Pull the other one, Gov
Talk about selective use of statistics. Bank of England Governor Mervyn King has defended the decision to launch QE2 on the grounds that “the amount of money in the economy fell over the last year”. He is referring, presumably, to the 0.6% decline in the M4 broad money measure in the year to August.
However, the Bank’s own monetary analysis, presented in the Inflation Report and updated in the monthly minutes, is based on the “M4ex” measure, which strips out deposits of financial intermediaries. The exclusion is justified because the money holdings of such institutions are unrelated to economic transactions. M4ex rose by 2.2% in the year to August.
M4ex, however, understates available liquidity because it excludes foreign currency holdings and public sector money substitutes. Foreign currency deposits rose by 7.0% in the year to August, perhaps reflecting money-holders diversifying away from sterling as the MPC effectively abandoned its inflation target.

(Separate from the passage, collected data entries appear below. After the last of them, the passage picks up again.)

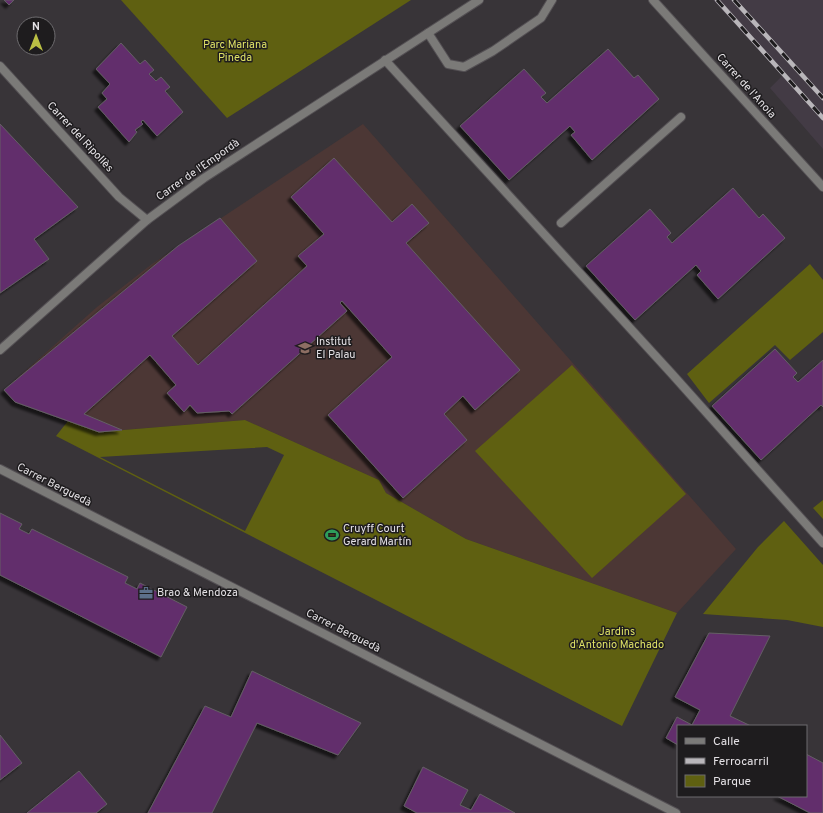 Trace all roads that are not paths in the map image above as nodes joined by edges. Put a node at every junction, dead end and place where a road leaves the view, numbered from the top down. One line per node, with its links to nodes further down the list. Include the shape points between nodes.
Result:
1 (479, 0): 4 (street, Carrer de l'Empordà)
2 (552, 0): 4 (street, via 540,18 464,67 448,64)
3 (653, 0): 8 (street, Carrer de l'Anoia)
4 (428, 33): 5 (street, Carrer de l'Empordà)
5 (385, 60): 9 (street, Carrer de l'Empordà, via 247,149); 13 (street)
6 (0, 66): 9 (street, Carrer del Ripollès, via 119,197)
7 (681, 117): 10 (street)
8 (823, 187)
9 (147, 220): 11 (street, Carrer de l'Empordà)
10 (561, 223)
11 (0, 350)
12 (0, 470): 14 (street, Carrer Berguedà)
13 (823, 543)
14 (676, 813) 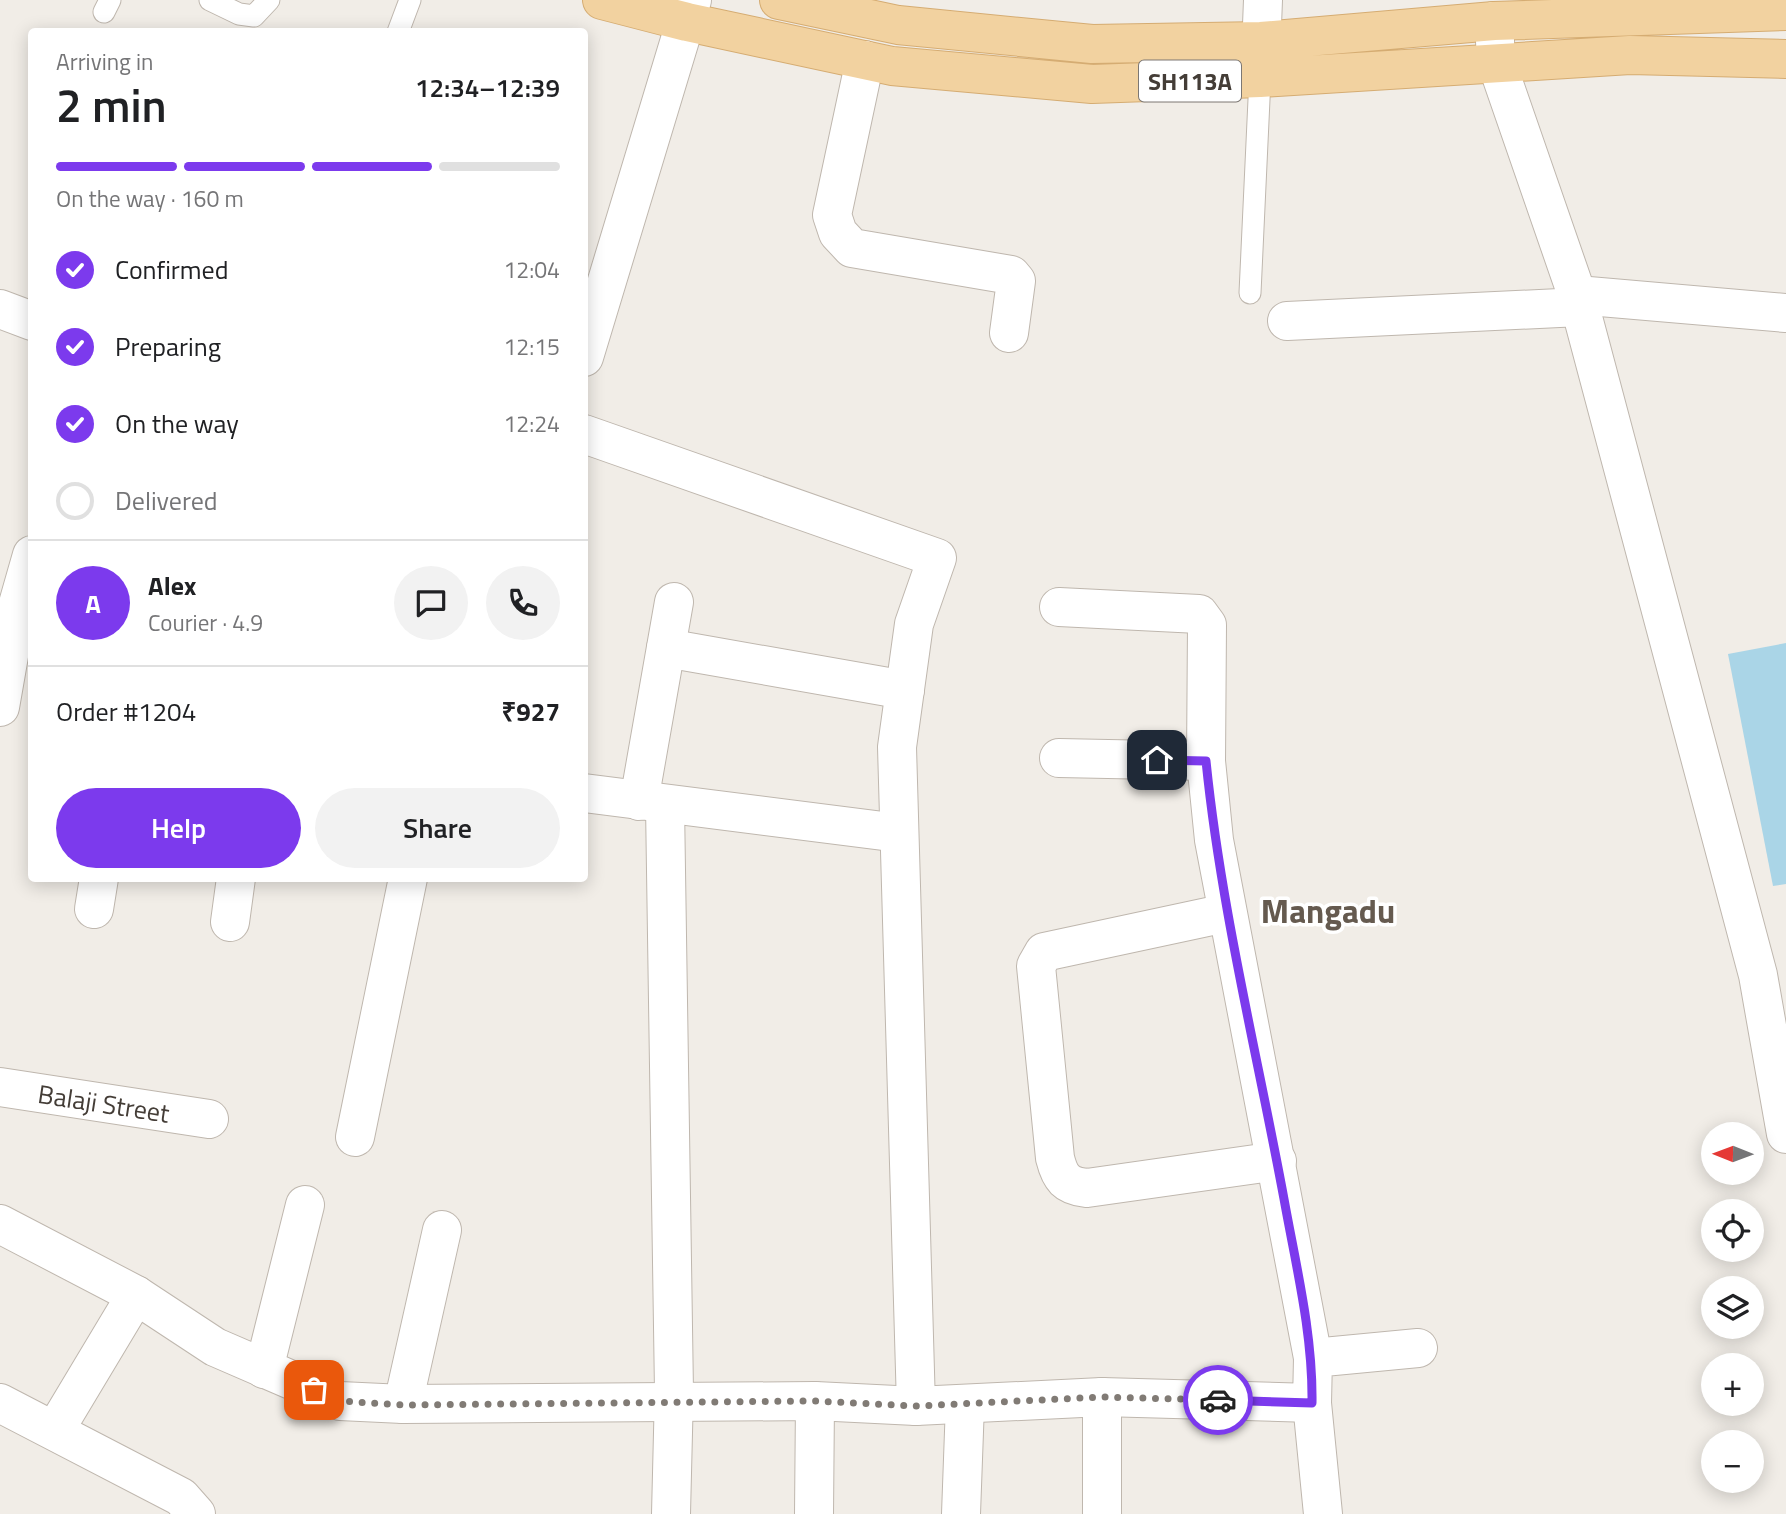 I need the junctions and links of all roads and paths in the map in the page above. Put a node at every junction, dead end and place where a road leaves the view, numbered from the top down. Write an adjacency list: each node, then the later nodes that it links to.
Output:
1 (210, 0): 2 (lane)
2 (269, 0)
3 (410, 0): 10 (lane)
4 (602, 0): 7 (main road, SH113A)
5 (779, 0): 11 (main road, SH113A)
6 (1256, 1): 11 (street)
7 (689, 11): 13 (main road, SH113A); 23 (street)
8 (1786, 11): 9 (main road, SH113A)
9 (1483, 14): 11 (main road, SH113A); 14 (street)
10 (400, 28)
11 (1261, 41): 15 (street)
12 (1786, 59): 14 (main road, SH113A)
13 (865, 60): 15 (main road, SH113A); 22 (street)
14 (1496, 61): 15 (main road, SH113A); 17 (street)
15 (1260, 78): 16 (lane)
16 (1250, 293)
17 (1579, 301): 19 (street); 21 (street); 41 (street)
18 (0, 309): 20 (street)
19 (1786, 313)
20 (28, 320)
21 (1287, 321)
22 (1009, 333)
23 (588, 344)
24 (588, 435): 29 (street)
25 (28, 569): 30 (street)
26 (674, 602): 28 (street)
27 (1059, 607): 33 (street)
28 (666, 648): 29 (street); 35 (street)
29 (905, 690): 36 (street)
30 (0, 706): 31 (street)
31 (28, 709)
32 (1059, 758): 33 (street)
33 (1206, 761): 39 (street)
34 (588, 794): 35 (street)
35 (652, 803): 36 (street); 56 (street)
36 (899, 833): 61 (street)
37 (235, 882): 40 (street)
38 (407, 882): 45 (street)
39 (1226, 913): 46 (street); 46 (street)
40 (230, 922)
41 (1772, 972): 44 (street)
42 (0, 1087): 43 (street, Balaji Street)
43 (209, 1119)
44 (1786, 1134)
45 (355, 1137)
46 (1277, 1161): 52 (street)
47 (305, 1205): 53 (street)
48 (0, 1224): 50 (street)
49 (442, 1230): 60 (street)
50 (136, 1294): 53 (street); 62 (street)
51 (1418, 1348): 52 (street)
52 (1313, 1358): 58 (street)
53 (264, 1369): 60 (street)
54 (1102, 1397): 58 (street); 59 (street); 67 (street)
55 (815, 1401): 56 (street); 61 (street); 65 (street)
56 (674, 1402): 60 (street); 64 (street)
57 (0, 1403): 62 (street)
58 (1312, 1403): 68 (street)
59 (965, 1404): 61 (street); 66 (street)
60 (403, 1405)
61 (916, 1406)
62 (55, 1430): 63 (street)
63 (196, 1514)
64 (671, 1514)
65 (814, 1514)
66 (961, 1514)
67 (1102, 1514)
68 (1323, 1514)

The Governor should stop pretending that the MPC is concerned about monetary weakness. QE2 has been launched in response to double dip fears and as a quid pro quo for the coalition sticking to its deficit-cutting plans. The MPC has demonstrated no ability to forecast inflation so its claim that action was required to prevent an undershoot should be treated as propaganda.
Rules-based policy-making has been replaced by 1970s-style discretionary fine-tuning driven largely by political considerations – a recipe for continued sterling weakness and stagflationary malaise.